But maybe we should contemplate actually fixing ICU to have sensible, efficient APIs for this that don't require transformation and un-transformation?  Add/remove likely subtags is not that crazy an operation, and it's silly for us to be reimplementing these narrow bits just because ICU is awful.

@@ +570,5 @@
> +    MOZ_ASSERT(args[0].isString());
> +    MOZ_ASSERT(args[1].isString() || args[1].isUndefined());
> +    MOZ_ASSERT(args[2].isString() || args[2].isUndefined());
> +
> +    constexpr size_t LanguageTagMaxLength = 8; // language = 2*8ALPHA

Mention "(sans extlangs)" or something.

@@ +575,5 @@
> +    constexpr size_t ScriptTagMaxLength = 4; // script = 4ALPHA
> +    constexpr size_t RegionTagMaxLength = 3; // region = 2ALPHA / 3DIGIT
> +
> +    static_assert(LanguageTagMaxLength < ULOC_LANG_CAPACITY,
> +                  "BCP 47 language tag fits into ULOC_LANG_CAPACITY");

without extlangs

@@ +596,5 @@
> +        script = args[1].toString()->ensureLinear(cx);
> +        if (!script)
> +            return cx->alreadyReportedOOM();
> +        MOZ_ASSERT(IsStructurallyValidScriptTag(script));
> +    }

else {
    MOZ_ASSERT(args[1].isUndefined());
}

@@ +604,5 @@
> +        region = args[2].toString()->ensureLinear(cx);
> +        if (!region)
> +            return cx->alreadyReportedOOM();
> +        MOZ_ASSERT(IsStructurallyValidRegionTag(region));
> +    }

else { ... }

@@ +623,5 @@
> +
> +    // FIXME: Spec needs to define behaviour if no match was found, see UTS35.
> +    // For example uloc_addLikelySubtags("aaa") returns "aaa", but UTS #35
> +    // requires to either report an error or return the result for "und".
> +    // https://github.com/tc39/proposal-intl-locale/issues/42

This got resolved as "aaa", looks like, which seems to mean we just don't need to do anything except remove this comment, right?

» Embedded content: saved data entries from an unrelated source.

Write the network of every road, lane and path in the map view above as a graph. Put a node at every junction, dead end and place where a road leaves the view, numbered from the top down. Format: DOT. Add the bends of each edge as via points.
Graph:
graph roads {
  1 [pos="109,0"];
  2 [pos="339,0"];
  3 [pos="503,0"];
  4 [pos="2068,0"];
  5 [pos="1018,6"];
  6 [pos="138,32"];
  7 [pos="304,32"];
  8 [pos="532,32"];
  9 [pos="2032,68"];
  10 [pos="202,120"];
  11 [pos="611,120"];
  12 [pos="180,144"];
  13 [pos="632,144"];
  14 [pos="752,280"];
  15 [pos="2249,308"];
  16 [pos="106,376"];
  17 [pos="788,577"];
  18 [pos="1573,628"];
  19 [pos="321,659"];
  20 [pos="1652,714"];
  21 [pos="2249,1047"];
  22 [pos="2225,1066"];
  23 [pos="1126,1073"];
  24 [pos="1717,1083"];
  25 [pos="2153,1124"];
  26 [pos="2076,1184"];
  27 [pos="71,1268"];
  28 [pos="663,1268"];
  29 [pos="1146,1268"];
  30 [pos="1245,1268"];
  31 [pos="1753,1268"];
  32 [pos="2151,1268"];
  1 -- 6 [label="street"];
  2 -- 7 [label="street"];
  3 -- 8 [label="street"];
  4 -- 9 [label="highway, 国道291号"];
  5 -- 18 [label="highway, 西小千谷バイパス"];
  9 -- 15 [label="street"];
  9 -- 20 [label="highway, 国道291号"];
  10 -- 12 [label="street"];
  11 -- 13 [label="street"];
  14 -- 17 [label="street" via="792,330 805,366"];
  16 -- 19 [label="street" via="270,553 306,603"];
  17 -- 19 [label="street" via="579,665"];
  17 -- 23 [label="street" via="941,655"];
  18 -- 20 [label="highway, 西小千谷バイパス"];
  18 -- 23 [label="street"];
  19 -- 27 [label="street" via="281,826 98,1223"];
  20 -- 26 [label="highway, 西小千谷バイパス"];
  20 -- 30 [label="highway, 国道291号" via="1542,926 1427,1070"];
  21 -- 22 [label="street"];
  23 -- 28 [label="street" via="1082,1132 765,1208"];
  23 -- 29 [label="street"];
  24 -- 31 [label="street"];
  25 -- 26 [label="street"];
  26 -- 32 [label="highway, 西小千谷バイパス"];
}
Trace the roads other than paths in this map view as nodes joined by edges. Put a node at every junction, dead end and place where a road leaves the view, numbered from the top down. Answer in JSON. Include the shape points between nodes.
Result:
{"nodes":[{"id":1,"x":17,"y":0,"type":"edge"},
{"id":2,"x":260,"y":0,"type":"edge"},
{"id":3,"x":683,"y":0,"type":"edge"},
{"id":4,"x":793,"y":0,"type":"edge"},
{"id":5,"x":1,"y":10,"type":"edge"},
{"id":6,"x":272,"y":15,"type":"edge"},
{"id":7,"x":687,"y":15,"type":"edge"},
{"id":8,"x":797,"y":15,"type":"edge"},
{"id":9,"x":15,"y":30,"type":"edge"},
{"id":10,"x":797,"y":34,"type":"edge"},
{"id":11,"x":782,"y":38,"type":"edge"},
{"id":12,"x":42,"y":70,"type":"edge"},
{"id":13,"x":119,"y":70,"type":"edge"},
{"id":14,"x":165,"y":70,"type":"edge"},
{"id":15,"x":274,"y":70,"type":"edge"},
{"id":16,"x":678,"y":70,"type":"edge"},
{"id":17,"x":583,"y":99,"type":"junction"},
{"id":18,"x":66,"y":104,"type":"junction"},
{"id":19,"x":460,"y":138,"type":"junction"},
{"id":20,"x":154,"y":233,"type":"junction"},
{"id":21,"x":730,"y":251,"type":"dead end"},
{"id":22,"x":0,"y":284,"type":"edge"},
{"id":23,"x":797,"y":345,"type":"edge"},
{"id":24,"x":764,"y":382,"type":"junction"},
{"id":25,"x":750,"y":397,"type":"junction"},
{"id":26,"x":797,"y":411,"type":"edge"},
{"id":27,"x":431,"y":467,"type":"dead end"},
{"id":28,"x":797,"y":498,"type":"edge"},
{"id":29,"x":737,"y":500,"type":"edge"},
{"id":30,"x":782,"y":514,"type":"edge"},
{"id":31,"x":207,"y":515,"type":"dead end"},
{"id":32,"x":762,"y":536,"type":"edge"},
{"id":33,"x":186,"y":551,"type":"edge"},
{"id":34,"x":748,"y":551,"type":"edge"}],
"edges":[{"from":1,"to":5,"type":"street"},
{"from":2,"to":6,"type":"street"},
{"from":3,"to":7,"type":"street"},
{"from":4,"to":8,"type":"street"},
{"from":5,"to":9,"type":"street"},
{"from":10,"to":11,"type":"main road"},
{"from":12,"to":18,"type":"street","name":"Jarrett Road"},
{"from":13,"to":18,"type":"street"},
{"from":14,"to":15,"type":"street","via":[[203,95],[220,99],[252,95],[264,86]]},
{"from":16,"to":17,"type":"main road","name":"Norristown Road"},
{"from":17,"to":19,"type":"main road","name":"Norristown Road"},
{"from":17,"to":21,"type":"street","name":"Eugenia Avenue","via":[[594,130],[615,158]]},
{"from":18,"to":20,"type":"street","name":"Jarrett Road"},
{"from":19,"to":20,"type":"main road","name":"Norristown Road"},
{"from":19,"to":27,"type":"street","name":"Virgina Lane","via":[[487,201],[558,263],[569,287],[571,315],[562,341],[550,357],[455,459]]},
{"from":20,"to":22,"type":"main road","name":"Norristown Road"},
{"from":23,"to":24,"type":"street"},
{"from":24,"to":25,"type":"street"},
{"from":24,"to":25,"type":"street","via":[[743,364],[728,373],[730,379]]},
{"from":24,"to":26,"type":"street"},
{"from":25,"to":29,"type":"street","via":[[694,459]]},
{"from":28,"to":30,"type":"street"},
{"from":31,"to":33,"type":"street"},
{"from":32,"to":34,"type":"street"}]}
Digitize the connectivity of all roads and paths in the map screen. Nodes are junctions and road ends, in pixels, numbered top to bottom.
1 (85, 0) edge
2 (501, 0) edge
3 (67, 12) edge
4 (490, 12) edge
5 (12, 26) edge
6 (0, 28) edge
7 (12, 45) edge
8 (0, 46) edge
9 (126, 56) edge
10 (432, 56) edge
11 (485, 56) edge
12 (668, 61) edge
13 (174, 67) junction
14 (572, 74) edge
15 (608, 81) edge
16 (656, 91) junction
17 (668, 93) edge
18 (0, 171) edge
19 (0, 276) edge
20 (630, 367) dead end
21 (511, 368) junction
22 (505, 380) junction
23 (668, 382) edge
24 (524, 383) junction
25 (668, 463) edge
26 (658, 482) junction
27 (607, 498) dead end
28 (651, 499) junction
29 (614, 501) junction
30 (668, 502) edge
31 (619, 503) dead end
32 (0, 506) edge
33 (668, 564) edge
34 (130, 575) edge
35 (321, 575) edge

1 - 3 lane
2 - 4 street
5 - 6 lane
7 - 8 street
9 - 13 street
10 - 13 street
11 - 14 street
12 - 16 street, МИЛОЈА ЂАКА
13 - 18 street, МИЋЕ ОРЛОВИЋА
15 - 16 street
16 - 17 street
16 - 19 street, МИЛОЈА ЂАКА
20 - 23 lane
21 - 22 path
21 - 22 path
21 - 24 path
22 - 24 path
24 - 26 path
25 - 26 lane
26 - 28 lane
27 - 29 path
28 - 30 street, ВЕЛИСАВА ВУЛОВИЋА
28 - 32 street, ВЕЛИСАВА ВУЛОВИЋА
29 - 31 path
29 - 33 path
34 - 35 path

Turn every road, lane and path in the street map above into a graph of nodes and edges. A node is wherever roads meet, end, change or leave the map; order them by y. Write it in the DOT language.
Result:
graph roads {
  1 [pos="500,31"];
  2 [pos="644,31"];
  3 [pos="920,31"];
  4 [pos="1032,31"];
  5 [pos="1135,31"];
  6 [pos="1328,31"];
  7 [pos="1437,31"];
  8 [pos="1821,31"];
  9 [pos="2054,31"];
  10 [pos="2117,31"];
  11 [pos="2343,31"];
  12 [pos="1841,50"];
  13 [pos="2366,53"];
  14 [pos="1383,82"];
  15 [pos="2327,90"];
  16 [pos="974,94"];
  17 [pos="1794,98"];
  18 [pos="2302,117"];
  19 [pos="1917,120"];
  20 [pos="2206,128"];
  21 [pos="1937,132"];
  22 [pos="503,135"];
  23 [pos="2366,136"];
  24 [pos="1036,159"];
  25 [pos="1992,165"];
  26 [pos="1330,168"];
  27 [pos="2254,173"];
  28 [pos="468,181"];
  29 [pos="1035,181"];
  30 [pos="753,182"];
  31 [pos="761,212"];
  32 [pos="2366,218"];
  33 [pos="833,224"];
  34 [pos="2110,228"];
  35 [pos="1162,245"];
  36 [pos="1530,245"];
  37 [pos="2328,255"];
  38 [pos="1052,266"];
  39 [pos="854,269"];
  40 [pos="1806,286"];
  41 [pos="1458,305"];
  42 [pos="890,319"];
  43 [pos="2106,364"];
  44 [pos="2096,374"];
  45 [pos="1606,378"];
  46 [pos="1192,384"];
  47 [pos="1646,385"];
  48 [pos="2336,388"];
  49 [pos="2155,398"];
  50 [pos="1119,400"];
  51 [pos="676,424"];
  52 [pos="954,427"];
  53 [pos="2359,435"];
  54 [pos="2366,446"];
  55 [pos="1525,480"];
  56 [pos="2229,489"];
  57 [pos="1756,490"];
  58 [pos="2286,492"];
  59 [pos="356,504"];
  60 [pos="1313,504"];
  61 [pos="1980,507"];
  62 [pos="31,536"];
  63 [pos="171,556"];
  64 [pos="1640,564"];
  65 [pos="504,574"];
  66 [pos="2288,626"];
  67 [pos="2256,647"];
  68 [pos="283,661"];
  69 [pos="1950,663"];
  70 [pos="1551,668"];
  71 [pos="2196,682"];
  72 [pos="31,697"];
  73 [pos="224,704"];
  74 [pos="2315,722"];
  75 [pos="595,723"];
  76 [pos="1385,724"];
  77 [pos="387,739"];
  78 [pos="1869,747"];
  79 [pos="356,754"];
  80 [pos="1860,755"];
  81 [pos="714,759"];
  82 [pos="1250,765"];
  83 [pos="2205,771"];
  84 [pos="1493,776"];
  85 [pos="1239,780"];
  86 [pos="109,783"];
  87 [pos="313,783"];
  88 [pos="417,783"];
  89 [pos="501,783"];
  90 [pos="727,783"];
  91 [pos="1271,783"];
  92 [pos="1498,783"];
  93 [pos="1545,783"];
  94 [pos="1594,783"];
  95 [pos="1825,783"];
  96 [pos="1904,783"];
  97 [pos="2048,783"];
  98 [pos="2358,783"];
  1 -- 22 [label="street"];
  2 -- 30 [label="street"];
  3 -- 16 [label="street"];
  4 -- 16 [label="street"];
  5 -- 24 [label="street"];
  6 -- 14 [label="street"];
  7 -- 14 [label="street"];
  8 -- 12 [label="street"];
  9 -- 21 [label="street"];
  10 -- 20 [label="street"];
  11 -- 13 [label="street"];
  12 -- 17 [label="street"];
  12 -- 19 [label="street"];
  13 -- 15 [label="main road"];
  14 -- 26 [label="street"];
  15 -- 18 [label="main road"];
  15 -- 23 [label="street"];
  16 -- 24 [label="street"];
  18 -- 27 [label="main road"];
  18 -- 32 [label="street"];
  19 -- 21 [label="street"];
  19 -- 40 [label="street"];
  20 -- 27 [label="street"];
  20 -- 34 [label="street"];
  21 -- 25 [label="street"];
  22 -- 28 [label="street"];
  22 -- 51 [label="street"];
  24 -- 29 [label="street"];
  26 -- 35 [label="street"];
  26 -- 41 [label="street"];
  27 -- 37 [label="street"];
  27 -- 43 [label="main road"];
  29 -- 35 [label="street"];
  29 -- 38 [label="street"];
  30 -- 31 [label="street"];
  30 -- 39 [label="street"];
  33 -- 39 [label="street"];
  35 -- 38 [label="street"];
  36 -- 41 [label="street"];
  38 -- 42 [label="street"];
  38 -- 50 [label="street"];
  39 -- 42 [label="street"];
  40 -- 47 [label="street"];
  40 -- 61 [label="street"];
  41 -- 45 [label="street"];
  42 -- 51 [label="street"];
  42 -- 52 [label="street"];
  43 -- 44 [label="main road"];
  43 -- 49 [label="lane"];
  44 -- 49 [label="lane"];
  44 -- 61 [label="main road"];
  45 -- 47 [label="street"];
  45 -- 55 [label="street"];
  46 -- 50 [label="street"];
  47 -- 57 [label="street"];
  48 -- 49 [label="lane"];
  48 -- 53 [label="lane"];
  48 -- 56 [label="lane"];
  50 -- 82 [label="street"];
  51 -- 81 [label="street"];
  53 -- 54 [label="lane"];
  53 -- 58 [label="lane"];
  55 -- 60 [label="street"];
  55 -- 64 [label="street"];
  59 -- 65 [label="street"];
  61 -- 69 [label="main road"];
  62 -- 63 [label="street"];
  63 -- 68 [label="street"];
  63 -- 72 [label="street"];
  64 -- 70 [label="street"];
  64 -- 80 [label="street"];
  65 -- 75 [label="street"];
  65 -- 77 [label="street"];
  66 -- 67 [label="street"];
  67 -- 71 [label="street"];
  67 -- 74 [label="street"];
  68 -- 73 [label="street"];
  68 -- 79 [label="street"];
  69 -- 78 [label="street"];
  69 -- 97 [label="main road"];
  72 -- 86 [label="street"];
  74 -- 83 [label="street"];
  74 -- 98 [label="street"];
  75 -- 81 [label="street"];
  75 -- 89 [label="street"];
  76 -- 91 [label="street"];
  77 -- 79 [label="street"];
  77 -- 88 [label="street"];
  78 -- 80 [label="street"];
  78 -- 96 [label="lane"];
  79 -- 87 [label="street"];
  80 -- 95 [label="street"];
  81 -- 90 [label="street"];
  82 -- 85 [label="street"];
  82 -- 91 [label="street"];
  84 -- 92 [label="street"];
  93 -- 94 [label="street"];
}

::: js/src/builtin/intl/Locale.js
@@ +50,5 @@
> +
> +        region = standaloneRegion;
> +    }
> +
> +    // TODO: Spec issue - do we want to give some kind of indication if the

Everything from here down is longer consistent with latest spec, somewhat unsurprisingly given the delay to review here.  How about a followup patch to fix these steps into shape?  I'm just going to not bother looking at any of this here, I think.

@@ +150,5 @@
> +    for (var i = 0; i < relevantExtensionKeys.length; i++) {
> +        var key = relevantExtensionKeys[i];
> +
> +        // Step 7.a.
> +        var value = undefined;

Could also just not initialize this, IMO.

@@ +226,5 @@
> +    var size = extension.length;
> +
> +    // Step 5.
> +    // |extension| starts with "u-" instead of "-u-" in our implementation, so
> +    // we need to initialize |k| with 2 instead of 3.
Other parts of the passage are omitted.